Federal Debt Compared to Household Net Worth

Much of the recent discussion about the fiscal cliff has focused on the role of the wealthy and their obligation to shoulder the public debt load.  With the debt at $16T and the relative concentration of wealth in the US, the wealthy might not ultimately have much of a choice.  The top quintile of wealth is going to have to shoulder almost all of the load.

America is a wealthy country, so technically there is enough money to extinguish the whole debt if we needed to, but it would likely take extending the scope of taxation beyond income and into wealth.  The savings rate in the US ("leftover" income) is already very low, so there isn't a whole lot of room to tax income more without severely impacting consumption.  There is, however, plenty of wealth, but it happens to be highly concentrated because low income households don't save much.  The top 20% of households hold 85% of the country's net savings.

Below is a chart of what the richest Americans' wealth looks like in relation to the Federal debt.  The Forbes 400 could only cover ~10% of the total.  The top 1% could cover the whole amount, but it would require a one time tax of 71% of their net worth (which includes assets like real estate, which would be tricky to implement).

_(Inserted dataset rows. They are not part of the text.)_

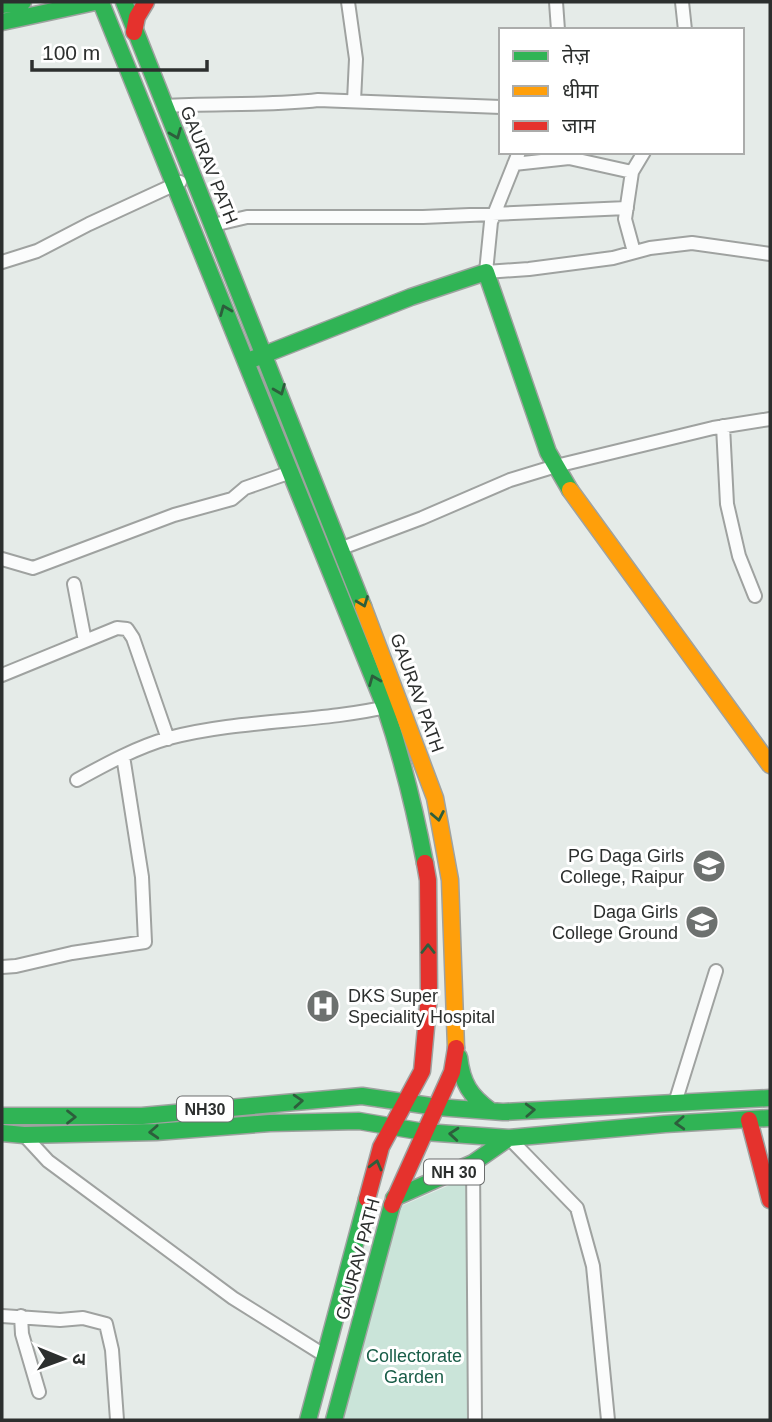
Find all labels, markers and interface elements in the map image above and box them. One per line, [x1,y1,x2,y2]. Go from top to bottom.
scale bar [32,28,206,72]
legend [499,28,744,154]
text: 100 m [42,41,100,64]
text: तेज़ [562,44,590,67]
text: धीमा [562,79,599,102]
street label: GAURAV PATH [176,103,242,227]
text: जाम [562,114,596,137]
one-way arrow [167,127,181,139]
one-way arrow [220,304,234,316]
one-way arrow [271,383,285,395]
one-way arrow [354,595,368,607]
street label: GAURAV PATH [386,631,448,755]
one-way arrow [368,675,382,687]
one-way arrow [430,810,445,822]
place label: PG Daga Girls College, Raipur [560,846,684,887]
school or university icon: PG Daga Girls College, Raipur [690,847,728,885]
place label: Daga Girls College Ground [552,902,678,943]
school or university icon: Daga Girls College Ground [683,903,721,941]
one-way arrow [420,943,436,954]
place label: DKS Super Speciality Hospital [348,986,495,1027]
hospital icon: DKS Super Speciality Hospital [304,987,342,1025]
one-way arrow [293,1094,304,1109]
road number: NH30 [177,1096,233,1121]
one-way arrow [525,1103,536,1118]
one-way arrow [67,1109,77,1125]
one-way arrow [675,1116,686,1131]
one-way arrow [148,1124,159,1139]
one-way arrow [448,1127,459,1142]
one-way arrow [368,1159,382,1171]
road number: NH 30 [424,1160,484,1184]
street label: GAURAV PATH [332,1196,384,1322]
north arrow [28,1324,98,1394]
park label: Collectorate Garden [366,1346,462,1387]
text: उ [69,1354,90,1366]

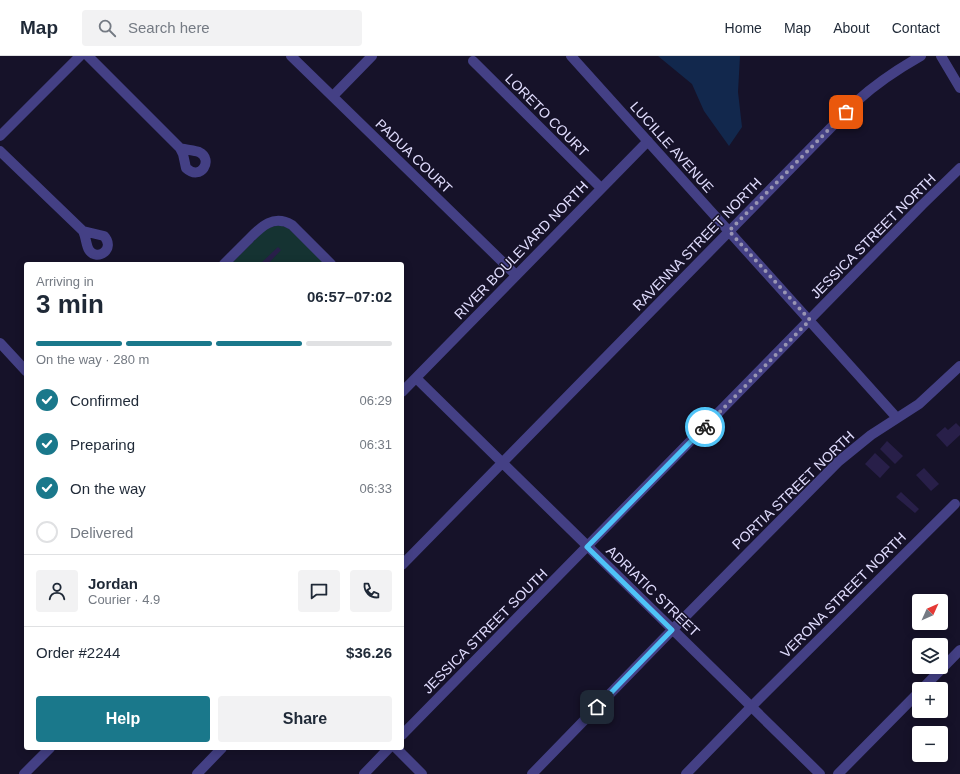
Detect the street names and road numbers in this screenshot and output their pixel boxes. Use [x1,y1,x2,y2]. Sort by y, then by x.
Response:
street label: LORETO COURT [502,70,592,160]
street label: LUCILLE AVENUE [627,98,717,196]
street label: PADUA COURT [373,116,456,197]
street label: JESSICA STREET NORTH [807,170,939,302]
street label: RAVENNA STREET NORTH [629,174,765,314]
street label: RIVER BOULEVARD NORTH [451,178,591,322]
street label: PORTIA STREET NORTH [729,428,857,552]
street label: VERONA STREET NORTH [777,529,909,661]
street label: ADRIATIC STREET [603,542,703,640]
street label: JESSICA STREET SOUTH [419,565,551,697]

If Uncle Sam wanted to keep a hypothetical debt extinguishment tax to 30% of an individual household's net worth, it would have to extend the tax across the top 20% of households, which would include households with an average net worth of ~$700k (that works out to ~210k for that household).

Source: Federal Reserve, Avondale Estimates of Net Worth Based on 2007 Wealth Concentration Statistics.
Importantly this analysis only includes today's debt.  It does not take into account the unfunded liabilities from social security and medicare.  It's a little scary to think that the majority of American households have almost no savings and will be absolutely dependent on these programs as elderly.  These two programs combined are estimated to have an NPV liability of ~$50T, which theoretically wipes out the net worth of the whole top 20%.  Before anyone goes into crisis mode though, all that really means is that something will have to change over time.